■ **ACTIVITY**: Write back every record verbatim.

■ **MATERIAL PROVIDED**:
-=-=-

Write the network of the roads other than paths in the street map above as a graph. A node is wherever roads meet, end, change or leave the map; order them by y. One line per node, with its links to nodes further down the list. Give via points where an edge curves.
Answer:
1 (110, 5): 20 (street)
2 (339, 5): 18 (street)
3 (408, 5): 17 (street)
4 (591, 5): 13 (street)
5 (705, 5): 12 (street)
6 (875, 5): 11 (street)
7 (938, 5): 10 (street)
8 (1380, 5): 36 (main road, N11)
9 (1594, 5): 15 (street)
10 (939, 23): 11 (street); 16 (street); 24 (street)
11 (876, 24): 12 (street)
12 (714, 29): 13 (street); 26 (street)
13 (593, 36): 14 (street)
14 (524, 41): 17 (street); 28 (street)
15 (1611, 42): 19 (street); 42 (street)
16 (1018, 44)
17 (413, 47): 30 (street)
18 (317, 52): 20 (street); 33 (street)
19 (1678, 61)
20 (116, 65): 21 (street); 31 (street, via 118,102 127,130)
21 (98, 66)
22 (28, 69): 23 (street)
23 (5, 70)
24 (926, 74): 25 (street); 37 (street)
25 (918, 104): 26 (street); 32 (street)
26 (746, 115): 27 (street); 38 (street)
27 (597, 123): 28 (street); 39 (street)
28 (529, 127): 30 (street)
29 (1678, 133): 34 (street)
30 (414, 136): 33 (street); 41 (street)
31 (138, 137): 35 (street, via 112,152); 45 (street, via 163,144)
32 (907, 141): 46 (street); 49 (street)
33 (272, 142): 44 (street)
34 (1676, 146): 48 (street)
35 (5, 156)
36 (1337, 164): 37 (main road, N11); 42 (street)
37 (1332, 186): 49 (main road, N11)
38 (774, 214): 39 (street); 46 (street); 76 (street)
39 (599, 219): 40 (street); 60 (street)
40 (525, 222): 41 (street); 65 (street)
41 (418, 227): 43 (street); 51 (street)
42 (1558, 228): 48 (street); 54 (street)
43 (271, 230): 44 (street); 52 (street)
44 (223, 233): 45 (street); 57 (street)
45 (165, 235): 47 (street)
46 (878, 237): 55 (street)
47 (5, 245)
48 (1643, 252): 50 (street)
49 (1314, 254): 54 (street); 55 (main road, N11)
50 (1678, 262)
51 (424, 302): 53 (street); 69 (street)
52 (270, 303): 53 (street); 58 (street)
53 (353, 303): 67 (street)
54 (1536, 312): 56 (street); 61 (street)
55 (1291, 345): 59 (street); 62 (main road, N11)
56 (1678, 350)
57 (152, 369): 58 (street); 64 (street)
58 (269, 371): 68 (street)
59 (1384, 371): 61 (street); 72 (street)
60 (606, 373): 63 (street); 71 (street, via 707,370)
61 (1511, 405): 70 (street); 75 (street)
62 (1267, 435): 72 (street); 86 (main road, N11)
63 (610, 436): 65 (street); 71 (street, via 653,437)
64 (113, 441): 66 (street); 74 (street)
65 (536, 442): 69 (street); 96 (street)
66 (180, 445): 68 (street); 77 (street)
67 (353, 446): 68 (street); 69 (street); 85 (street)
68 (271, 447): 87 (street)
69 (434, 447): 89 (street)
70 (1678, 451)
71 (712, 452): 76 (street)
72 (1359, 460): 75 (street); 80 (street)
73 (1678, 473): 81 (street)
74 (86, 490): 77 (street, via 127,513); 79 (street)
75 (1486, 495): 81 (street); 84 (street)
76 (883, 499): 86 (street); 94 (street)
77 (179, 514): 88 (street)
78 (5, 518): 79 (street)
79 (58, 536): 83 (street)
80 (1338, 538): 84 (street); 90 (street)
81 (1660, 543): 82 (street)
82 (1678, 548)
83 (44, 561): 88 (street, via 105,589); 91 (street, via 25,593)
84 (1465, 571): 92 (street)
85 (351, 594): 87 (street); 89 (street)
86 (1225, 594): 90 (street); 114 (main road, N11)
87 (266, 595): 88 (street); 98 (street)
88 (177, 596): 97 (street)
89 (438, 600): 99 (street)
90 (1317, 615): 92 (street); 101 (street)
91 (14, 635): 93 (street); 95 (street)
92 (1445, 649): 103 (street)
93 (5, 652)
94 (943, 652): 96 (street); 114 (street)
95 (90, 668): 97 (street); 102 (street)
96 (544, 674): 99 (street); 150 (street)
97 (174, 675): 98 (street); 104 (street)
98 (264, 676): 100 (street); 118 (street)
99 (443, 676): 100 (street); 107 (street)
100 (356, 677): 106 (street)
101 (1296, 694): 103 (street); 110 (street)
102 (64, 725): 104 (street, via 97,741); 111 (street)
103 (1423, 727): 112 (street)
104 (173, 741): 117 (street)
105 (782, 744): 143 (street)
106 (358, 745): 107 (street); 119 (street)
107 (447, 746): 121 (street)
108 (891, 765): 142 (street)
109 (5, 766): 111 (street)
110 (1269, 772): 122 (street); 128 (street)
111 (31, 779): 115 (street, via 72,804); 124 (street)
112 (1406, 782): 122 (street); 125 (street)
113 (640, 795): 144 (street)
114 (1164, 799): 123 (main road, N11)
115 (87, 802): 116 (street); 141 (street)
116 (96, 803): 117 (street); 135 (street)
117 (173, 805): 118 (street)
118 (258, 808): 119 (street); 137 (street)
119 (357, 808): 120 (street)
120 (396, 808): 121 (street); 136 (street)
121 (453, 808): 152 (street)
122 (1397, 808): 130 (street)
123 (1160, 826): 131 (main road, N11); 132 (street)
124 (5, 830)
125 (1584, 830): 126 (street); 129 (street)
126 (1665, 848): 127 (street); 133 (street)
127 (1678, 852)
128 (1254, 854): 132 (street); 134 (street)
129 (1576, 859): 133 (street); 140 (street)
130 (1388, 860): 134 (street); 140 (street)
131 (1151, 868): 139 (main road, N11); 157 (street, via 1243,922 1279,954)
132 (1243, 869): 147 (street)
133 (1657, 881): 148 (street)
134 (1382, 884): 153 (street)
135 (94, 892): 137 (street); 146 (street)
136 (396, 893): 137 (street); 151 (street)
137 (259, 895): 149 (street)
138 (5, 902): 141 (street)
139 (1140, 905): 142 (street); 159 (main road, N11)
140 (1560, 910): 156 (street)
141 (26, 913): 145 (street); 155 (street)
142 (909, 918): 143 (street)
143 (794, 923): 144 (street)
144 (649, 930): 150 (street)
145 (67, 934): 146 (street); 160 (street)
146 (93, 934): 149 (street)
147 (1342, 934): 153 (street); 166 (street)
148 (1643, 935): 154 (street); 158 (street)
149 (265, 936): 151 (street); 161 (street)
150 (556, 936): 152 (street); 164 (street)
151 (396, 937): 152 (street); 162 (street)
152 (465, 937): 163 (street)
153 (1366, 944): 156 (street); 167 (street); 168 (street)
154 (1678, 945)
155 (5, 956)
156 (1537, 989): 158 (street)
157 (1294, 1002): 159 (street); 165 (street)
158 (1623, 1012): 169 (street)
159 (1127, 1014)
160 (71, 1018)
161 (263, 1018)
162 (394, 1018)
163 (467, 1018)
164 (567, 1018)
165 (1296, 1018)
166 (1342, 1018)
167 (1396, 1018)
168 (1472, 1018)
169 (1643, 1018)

-=-=-

■ **EXERCISE OUTPUT**:
Write the network of the roads other than paths in the street map above as a graph. A node is wherever roads meet, end, change or leave the map; order them by y. One line per node, with its links to nodes further down the list. Give via points where an edge curves.
Answer:
1 (110, 5): 20 (street)
2 (339, 5): 18 (street)
3 (408, 5): 17 (street)
4 (591, 5): 13 (street)
5 (705, 5): 12 (street)
6 (875, 5): 11 (street)
7 (938, 5): 10 (street)
8 (1380, 5): 36 (main road, N11)
9 (1594, 5): 15 (street)
10 (939, 23): 11 (street); 16 (street); 24 (street)
11 (876, 24): 12 (street)
12 (714, 29): 13 (street); 26 (street)
13 (593, 36): 14 (street)
14 (524, 41): 17 (street); 28 (street)
15 (1611, 42): 19 (street); 42 (street)
16 (1018, 44)
17 (413, 47): 30 (street)
18 (317, 52): 20 (street); 33 (street)
19 (1678, 61)
20 (116, 65): 21 (street); 31 (street, via 118,102 127,130)
21 (98, 66)
22 (28, 69): 23 (street)
23 (5, 70)
24 (926, 74): 25 (street); 37 (street)
25 (918, 104): 26 (street); 32 (street)
26 (746, 115): 27 (street); 38 (street)
27 (597, 123): 28 (street); 39 (street)
28 (529, 127): 30 (street)
29 (1678, 133): 34 (street)
30 (414, 136): 33 (street); 41 (street)
31 (138, 137): 35 (street, via 112,152); 45 (street, via 163,144)
32 (907, 141): 46 (street); 49 (street)
33 (272, 142): 44 (street)
34 (1676, 146): 48 (street)
35 (5, 156)
36 (1337, 164): 37 (main road, N11); 42 (street)
37 (1332, 186): 49 (main road, N11)
38 (774, 214): 39 (street); 46 (street); 76 (street)
39 (599, 219): 40 (street); 60 (street)
40 (525, 222): 41 (street); 65 (street)
41 (418, 227): 43 (street); 51 (street)
42 (1558, 228): 48 (street); 54 (street)
43 (271, 230): 44 (street); 52 (street)
44 (223, 233): 45 (street); 57 (street)
45 (165, 235): 47 (street)
46 (878, 237): 55 (street)
47 (5, 245)
48 (1643, 252): 50 (street)
49 (1314, 254): 54 (street); 55 (main road, N11)
50 (1678, 262)
51 (424, 302): 53 (street); 69 (street)
52 (270, 303): 53 (street); 58 (street)
53 (353, 303): 67 (street)
54 (1536, 312): 56 (street); 61 (street)
55 (1291, 345): 59 (street); 62 (main road, N11)
56 (1678, 350)
57 (152, 369): 58 (street); 64 (street)
58 (269, 371): 68 (street)
59 (1384, 371): 61 (street); 72 (street)
60 (606, 373): 63 (street); 71 (street, via 707,370)
61 (1511, 405): 70 (street); 75 (street)
62 (1267, 435): 72 (street); 86 (main road, N11)
63 (610, 436): 65 (street); 71 (street, via 653,437)
64 (113, 441): 66 (street); 74 (street)
65 (536, 442): 69 (street); 96 (street)
66 (180, 445): 68 (street); 77 (street)
67 (353, 446): 68 (street); 69 (street); 85 (street)
68 (271, 447): 87 (street)
69 (434, 447): 89 (street)
70 (1678, 451)
71 (712, 452): 76 (street)
72 (1359, 460): 75 (street); 80 (street)
73 (1678, 473): 81 (street)
74 (86, 490): 77 (street, via 127,513); 79 (street)
75 (1486, 495): 81 (street); 84 (street)
76 (883, 499): 86 (street); 94 (street)
77 (179, 514): 88 (street)
78 (5, 518): 79 (street)
79 (58, 536): 83 (street)
80 (1338, 538): 84 (street); 90 (street)
81 (1660, 543): 82 (street)
82 (1678, 548)
83 (44, 561): 88 (street, via 105,589); 91 (street, via 25,593)
84 (1465, 571): 92 (street)
85 (351, 594): 87 (street); 89 (street)
86 (1225, 594): 90 (street); 114 (main road, N11)
87 (266, 595): 88 (street); 98 (street)
88 (177, 596): 97 (street)
89 (438, 600): 99 (street)
90 (1317, 615): 92 (street); 101 (street)
91 (14, 635): 93 (street); 95 (street)
92 (1445, 649): 103 (street)
93 (5, 652)
94 (943, 652): 96 (street); 114 (street)
95 (90, 668): 97 (street); 102 (street)
96 (544, 674): 99 (street); 150 (street)
97 (174, 675): 98 (street); 104 (street)
98 (264, 676): 100 (street); 118 (street)
99 (443, 676): 100 (street); 107 (street)
100 (356, 677): 106 (street)
101 (1296, 694): 103 (street); 110 (street)
102 (64, 725): 104 (street, via 97,741); 111 (street)
103 (1423, 727): 112 (street)
104 (173, 741): 117 (street)
105 (782, 744): 143 (street)
106 (358, 745): 107 (street); 119 (street)
107 (447, 746): 121 (street)
108 (891, 765): 142 (street)
109 (5, 766): 111 (street)
110 (1269, 772): 122 (street); 128 (street)
111 (31, 779): 115 (street, via 72,804); 124 (street)
112 (1406, 782): 122 (street); 125 (street)
113 (640, 795): 144 (street)
114 (1164, 799): 123 (main road, N11)
115 (87, 802): 116 (street); 141 (street)
116 (96, 803): 117 (street); 135 (street)
117 (173, 805): 118 (street)
118 (258, 808): 119 (street); 137 (street)
119 (357, 808): 120 (street)
120 (396, 808): 121 (street); 136 (street)
121 (453, 808): 152 (street)
122 (1397, 808): 130 (street)
123 (1160, 826): 131 (main road, N11); 132 (street)
124 (5, 830)
125 (1584, 830): 126 (street); 129 (street)
126 (1665, 848): 127 (street); 133 (street)
127 (1678, 852)
128 (1254, 854): 132 (street); 134 (street)
129 (1576, 859): 133 (street); 140 (street)
130 (1388, 860): 134 (street); 140 (street)
131 (1151, 868): 139 (main road, N11); 157 (street, via 1243,922 1279,954)
132 (1243, 869): 147 (street)
133 (1657, 881): 148 (street)
134 (1382, 884): 153 (street)
135 (94, 892): 137 (street); 146 (street)
136 (396, 893): 137 (street); 151 (street)
137 (259, 895): 149 (street)
138 (5, 902): 141 (street)
139 (1140, 905): 142 (street); 159 (main road, N11)
140 (1560, 910): 156 (street)
141 (26, 913): 145 (street); 155 (street)
142 (909, 918): 143 (street)
143 (794, 923): 144 (street)
144 (649, 930): 150 (street)
145 (67, 934): 146 (street); 160 (street)
146 (93, 934): 149 (street)
147 (1342, 934): 153 (street); 166 (street)
148 (1643, 935): 154 (street); 158 (street)
149 (265, 936): 151 (street); 161 (street)
150 (556, 936): 152 (street); 164 (street)
151 (396, 937): 152 (street); 162 (street)
152 (465, 937): 163 (street)
153 (1366, 944): 156 (street); 167 (street); 168 (street)
154 (1678, 945)
155 (5, 956)
156 (1537, 989): 158 (street)
157 (1294, 1002): 159 (street); 165 (street)
158 (1623, 1012): 169 (street)
159 (1127, 1014)
160 (71, 1018)
161 (263, 1018)
162 (394, 1018)
163 (467, 1018)
164 (567, 1018)
165 (1296, 1018)
166 (1342, 1018)
167 (1396, 1018)
168 (1472, 1018)
169 (1643, 1018)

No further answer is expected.